As our HeiGIT / GIScience team member Martin Raifer (tyr_asd) pointed out at his OSM diary, this weekend is the 10 year anniversary of OSM’s API version 0.5. He stresses the importance of this as “This is the version of the OSM-API that introduced (among other things) the version number on all OSM objects, making it possible to access the full history of every object modification from this point onward.”
This means that very soon, the full history planet file published on planet.osm.org will contain more than 10 years of editing history which can be investigated, evaluated and analyzed (using tools like the OSM history database oshdb and OpenStreetMap History Analytics Platform “ohsome” that are currently under development at HeiGIT (Heidelberg University), which Martin presented earlier this year at the State of the Map).
We are happy to further cite him:
“Of course, OpenStreetMap as a project exists for a bit longer than that (about 13 years now) and there was already quite some data mapped before the OSM API 0.5 was introduced 10 years ago.

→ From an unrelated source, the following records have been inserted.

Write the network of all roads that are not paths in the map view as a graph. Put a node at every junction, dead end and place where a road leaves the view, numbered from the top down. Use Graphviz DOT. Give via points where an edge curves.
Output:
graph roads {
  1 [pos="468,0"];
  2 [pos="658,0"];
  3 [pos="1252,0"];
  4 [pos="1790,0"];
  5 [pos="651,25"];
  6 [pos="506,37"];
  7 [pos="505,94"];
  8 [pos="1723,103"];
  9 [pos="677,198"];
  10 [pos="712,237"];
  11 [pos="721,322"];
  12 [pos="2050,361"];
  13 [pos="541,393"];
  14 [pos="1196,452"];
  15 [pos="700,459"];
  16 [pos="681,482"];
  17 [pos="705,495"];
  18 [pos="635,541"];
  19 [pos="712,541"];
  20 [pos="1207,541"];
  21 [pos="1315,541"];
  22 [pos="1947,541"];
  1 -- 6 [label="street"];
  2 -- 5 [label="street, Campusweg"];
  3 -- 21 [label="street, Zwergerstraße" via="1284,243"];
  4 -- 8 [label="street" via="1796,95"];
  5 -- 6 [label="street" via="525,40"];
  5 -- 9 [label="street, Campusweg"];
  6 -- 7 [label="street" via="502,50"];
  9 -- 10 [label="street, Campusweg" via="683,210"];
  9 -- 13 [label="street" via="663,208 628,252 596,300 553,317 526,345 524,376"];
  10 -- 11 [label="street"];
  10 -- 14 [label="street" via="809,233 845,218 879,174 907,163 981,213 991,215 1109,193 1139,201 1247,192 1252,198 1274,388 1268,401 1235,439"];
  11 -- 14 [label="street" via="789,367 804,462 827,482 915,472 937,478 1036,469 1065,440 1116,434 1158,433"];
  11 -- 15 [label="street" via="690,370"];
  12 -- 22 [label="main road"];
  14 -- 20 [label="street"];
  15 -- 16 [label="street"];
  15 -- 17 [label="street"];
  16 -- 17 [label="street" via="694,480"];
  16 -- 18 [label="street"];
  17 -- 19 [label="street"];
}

Here’s an interesting side note: There already existed a history
call in OSM’s API 0.4, but unfortunately this historic data apparently hasn’t been preserved in the newer versions of the OSM API, meaning that it is also not available in the (relatively) easy to use full-history planet dumps which are available nowadays. As far as I can tell, this “prehistoric” OSM data has basically been lost (though some of it might be reconstructible by analyzing the list of very old planet dumps on planet.osm.org). Does someone of you perhaps know what exactly happened to that data back then?”